In 2005, Quay West was re-branded "Quay FM". This was short lived, and "Quay West" was reinstated in 2006. Ten years after launch, the studios were still located in the offices of a disused weighbridge that overlooks the marina providing line of sight to the transmitter.

The first jingles were made by Bespoke Music and featured a chime melody based on the bells of Dunster's St. George's Church, which the station retained until 2001. A further ident package was produced by Steve England.
In September 2008, it was suggested parent company Laser Broadcasting were in financial trouble and posts on forums suggested the company had failed to pay its staff for several months.

On 3 October 2008, it was announced that a petition to wind-up Laser had been published.

Later that month, it was reported that Laser Broadcasting had volunteered to go into administration. Then came the revelation that the stations would be run in the interim by Bridgwater Broadcasting Services (BBS) Ltd whilst administrators were appointed. Both stations were then taken over along with 3 other stations by a new company, South West Radio Ltd.

After Laser Broadcasting went into administration, the two Quaywest stations were bought by South West Radio Ltd.

In 2009, South West Radio also went into administration. A new company, Your Media Communications Group plc, was formed and took over ownership of the assets of South West Radio, including Swindon-based Brunel FM and nearby Bath FM and 3TR FM.

Communications regulator Ofcom refused to transfer the licences to Your Media Group (YMC) in December 2009 and again in 2010.
The licences remain with the original Ltd companies and therefore effectively all 5 radio services, including the two Quaywest stations, remain in administration.
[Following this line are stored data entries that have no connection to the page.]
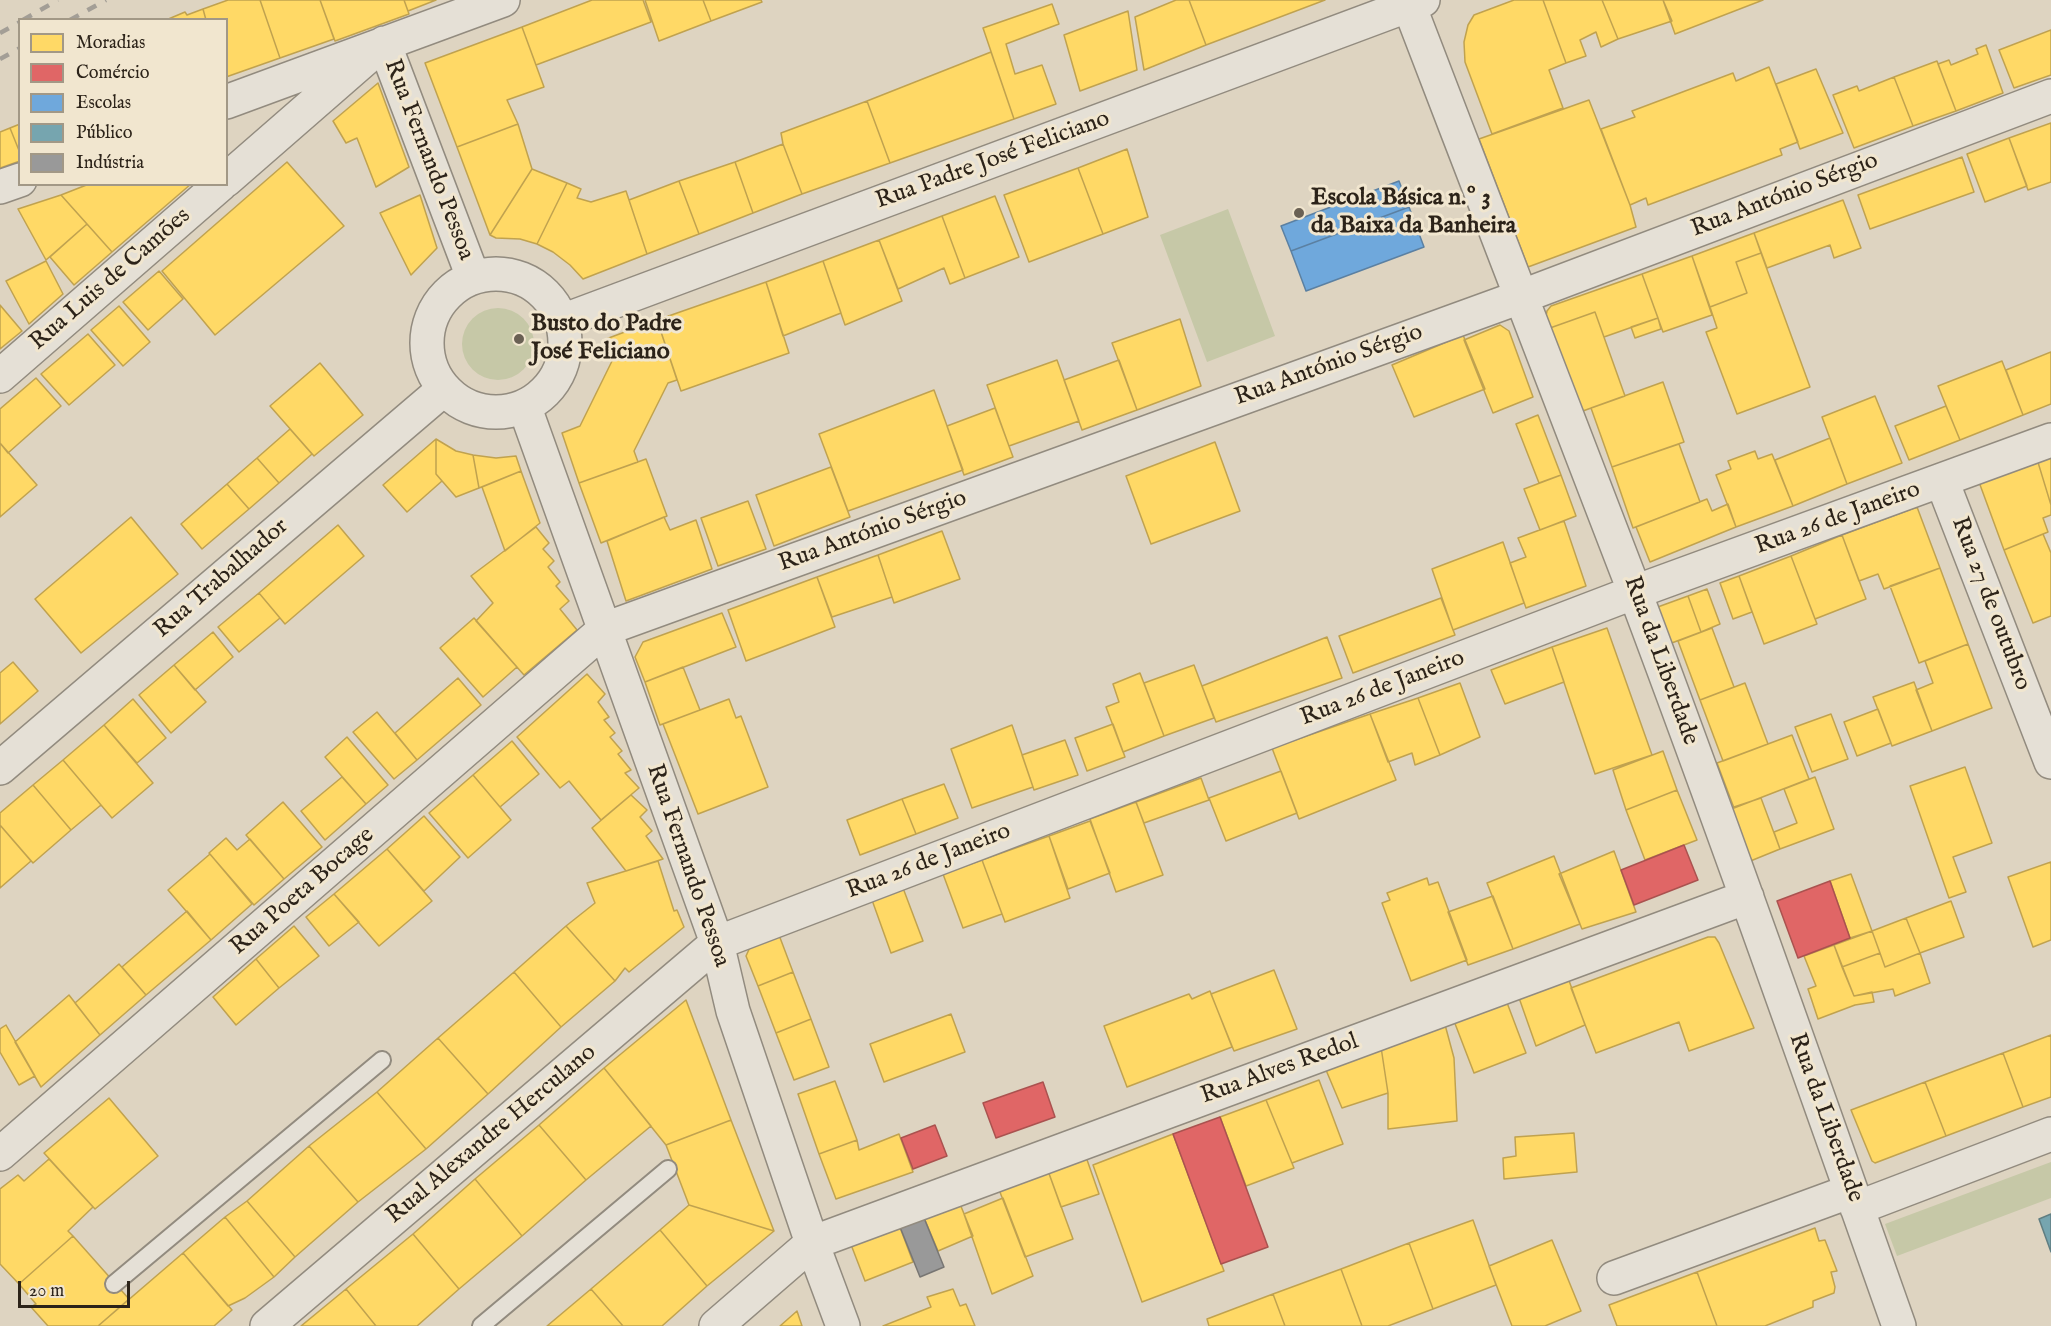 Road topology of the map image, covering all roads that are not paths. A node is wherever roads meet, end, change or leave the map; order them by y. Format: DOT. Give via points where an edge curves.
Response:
graph roads {
  1 [pos="502,0"];
  2 [pos="1413,2"];
  3 [pos="384,43"];
  4 [pos="2051,96"];
  5 [pos="228,101"];
  6 [pos="228,178"];
  7 [pos="18,181"];
  8 [pos="219,186"];
  9 [pos="0,188"];
  10 [pos="473,278"];
  11 [pos="1523,296"];
  12 [pos="562,321"];
  13 [pos="0,376"];
  14 [pos="444,389"];
  15 [pos="525,408"];
  16 [pos="2051,440"];
  17 [pos="1942,481"];
  18 [pos="1635,592"];
  19 [pos="605,629"];
  20 [pos="2051,762"];
  21 [pos="0,768"];
  22 [pos="1747,897"];
  23 [pos="717,943"];
  24 [pos="382,1060"];
  25 [pos="2051,1134"];
  26 [pos="0,1154"];
  27 [pos="668,1169"];
  28 [pos="1854,1199"];
  29 [pos="812,1243"];
  30 [pos="1614,1278"];
  31 [pos="114,1284"];
  32 [pos="267,1326"];
  33 [pos="481,1326"];
  34 [pos="716,1326"];
  35 [pos="843,1326"];
  36 [pos="1899,1326"];
  1 -- 3 [label="street"];
  2 -- 11 [label="street, Rua da Liberdade"];
  2 -- 12 [label="street, Rua Padre José Feliciano"];
  3 -- 5 [label="street"];
  3 -- 6 [label="street"];
  3 -- 10 [label="street, Rua Fernando Pessoa"];
  4 -- 11 [label="street, Rua António Sérgio"];
  7 -- 9 [label="street"];
  8 -- 13 [label="street, Rua Luis de Camões"];
  10 -- 12 [label="street" via="495,273 517,277 537,287 553,302"];
  10 -- 14 [label="street" via="438,305 429,326 427,348 432,370"];
  11 -- 18 [label="street, Rua da Liberdade"];
  11 -- 19 [label="street, Rua António Sérgio"];
  12 -- 15 [label="street" via="566,342 563,363 554,383"];
  14 -- 15 [label="street" via="479,411 500,413"];
  14 -- 21 [label="street, Rua Trabalhador"];
  15 -- 19 [label="street, Rua Fernando Pessoa"];
  16 -- 17 [label="street, Rua 26 de Janeiro"];
  17 -- 18 [label="street, Rua 26 de Janeiro"];
  17 -- 20 [label="street, Rua 27 de outubro"];
  18 -- 22 [label="street, Rua da Liberdade"];
  18 -- 23 [label="street, Rua 26 de Janeiro"];
  19 -- 23 [label="street, Rua Fernando Pessoa"];
  19 -- 26 [label="street, Rua Poeta Bocage"];
  22 -- 28 [label="street, Rua da Liberdade"];
  22 -- 29 [label="street, Rua Alves Redol"];
  23 -- 29 [label="street, Rua Fernando Pessoa" via="733,1011"];
  23 -- 32 [label="street, Rual Alexandre Herculano" via="320,1295"];
  24 -- 31 [label="lane"];
  25 -- 28 [label="street"];
  27 -- 33 [label="lane"];
  28 -- 30 [label="street"];
  28 -- 36 [label="street, Rua da Liberdade"];
  29 -- 34 [label="street"];
  29 -- 35 [label="street, Rua Fernando Pessoa"];
}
On 24 March 2010, the five Your Media Communications Group Ltd stations were closed by administrators after multiple refusals on the part of regulator OFCOM to transfer the licences, following a number of financial issues at the stations following TLRC's sale.
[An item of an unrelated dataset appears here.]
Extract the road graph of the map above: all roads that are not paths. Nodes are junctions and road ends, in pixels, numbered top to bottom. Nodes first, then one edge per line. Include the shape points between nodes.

In early 2010, the 5 stations were purchased by One Gold Radio Ltd and in August 2010 the stations were relaunched using the Total Star brand owned by Red Media Services Ltd through a service agreement. Quaywest, plus its four sister stations, Brunel FM, 3TR FM, Bath FM, and Quaywest 107.4, were eventually bought by Celador, who run TotalStar 107.5 in Gloucestershire; all stations were rebranded as TotalStar.
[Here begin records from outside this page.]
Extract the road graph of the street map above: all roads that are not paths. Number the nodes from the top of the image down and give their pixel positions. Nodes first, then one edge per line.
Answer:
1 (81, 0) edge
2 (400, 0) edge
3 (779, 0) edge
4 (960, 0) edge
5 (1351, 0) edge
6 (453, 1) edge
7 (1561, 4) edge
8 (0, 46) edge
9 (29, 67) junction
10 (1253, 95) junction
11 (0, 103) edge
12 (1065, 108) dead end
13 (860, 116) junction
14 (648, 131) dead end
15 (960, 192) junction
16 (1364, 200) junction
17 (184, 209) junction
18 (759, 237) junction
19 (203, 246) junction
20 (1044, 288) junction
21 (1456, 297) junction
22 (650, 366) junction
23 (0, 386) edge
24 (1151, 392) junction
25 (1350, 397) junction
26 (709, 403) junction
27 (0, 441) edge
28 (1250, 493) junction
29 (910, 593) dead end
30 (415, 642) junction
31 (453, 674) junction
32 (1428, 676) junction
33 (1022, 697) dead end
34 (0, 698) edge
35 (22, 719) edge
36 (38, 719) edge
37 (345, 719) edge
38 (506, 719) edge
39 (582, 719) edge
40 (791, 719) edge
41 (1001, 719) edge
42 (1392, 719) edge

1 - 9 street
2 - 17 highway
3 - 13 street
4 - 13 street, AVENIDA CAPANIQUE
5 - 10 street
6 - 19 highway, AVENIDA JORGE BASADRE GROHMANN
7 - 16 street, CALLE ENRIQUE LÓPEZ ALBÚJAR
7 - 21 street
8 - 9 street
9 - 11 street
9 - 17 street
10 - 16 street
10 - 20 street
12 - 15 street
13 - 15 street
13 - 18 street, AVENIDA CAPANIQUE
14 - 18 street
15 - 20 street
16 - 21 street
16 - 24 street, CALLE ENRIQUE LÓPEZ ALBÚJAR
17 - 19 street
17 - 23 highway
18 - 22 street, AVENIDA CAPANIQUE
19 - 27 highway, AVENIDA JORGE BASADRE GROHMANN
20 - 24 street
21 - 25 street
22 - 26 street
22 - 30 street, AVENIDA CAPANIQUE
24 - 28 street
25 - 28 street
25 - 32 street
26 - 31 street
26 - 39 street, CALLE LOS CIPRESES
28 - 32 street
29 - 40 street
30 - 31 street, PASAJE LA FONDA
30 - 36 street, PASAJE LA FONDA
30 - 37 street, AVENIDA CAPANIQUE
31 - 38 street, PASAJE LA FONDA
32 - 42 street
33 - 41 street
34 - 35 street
In Quaywest Online was the new version of Quaywest FM, broadcasting online, with former Quay West FM presenters Dave Englefield, Mark Painter, David Mortimer, Brian Leaker, Nick Francis, Lisa Coombes, and James Aldred.

Ofcom revoked the licence, announcing it would terminate at the end of 2011.

===The Breeze===
In August 2011, Ofcom confirmed that they would be shortening the licence for the Bridgwater and West Somerset FM licences, triggering a re-advertisement of the licences., stating that "...in view of the licensee's unsatisfactory record of compliance with licence conditions, we will not be implementing the special application procedure...". Subsequent to this, it was announced that The Breeze, which already operated in Bristol (formerly as Star 107.2), and which had recently been awarded the re-advertised Total Star Bath licence, would acquire the remainder of the existing Somerset licence and broadcast The Breeze on the former QuayWest and BCR frequencies from Sunday 7 August 2011. The re-advertisement of the licence will still go ahead, and it is likely that The Breeze will apply to be awarded the 'new' replacement licence.

In December 2011, Midwest Radio stations in Yeovil and Dorset were sold Celador Radio after Midwest Radio Ltd decided not to contest with the Bridgwater licence.

After an approval request with Ofcom, both stations were relaunched as The Breeze at midnight on 25 June 2012, merging with The Breeze in Bridgwater.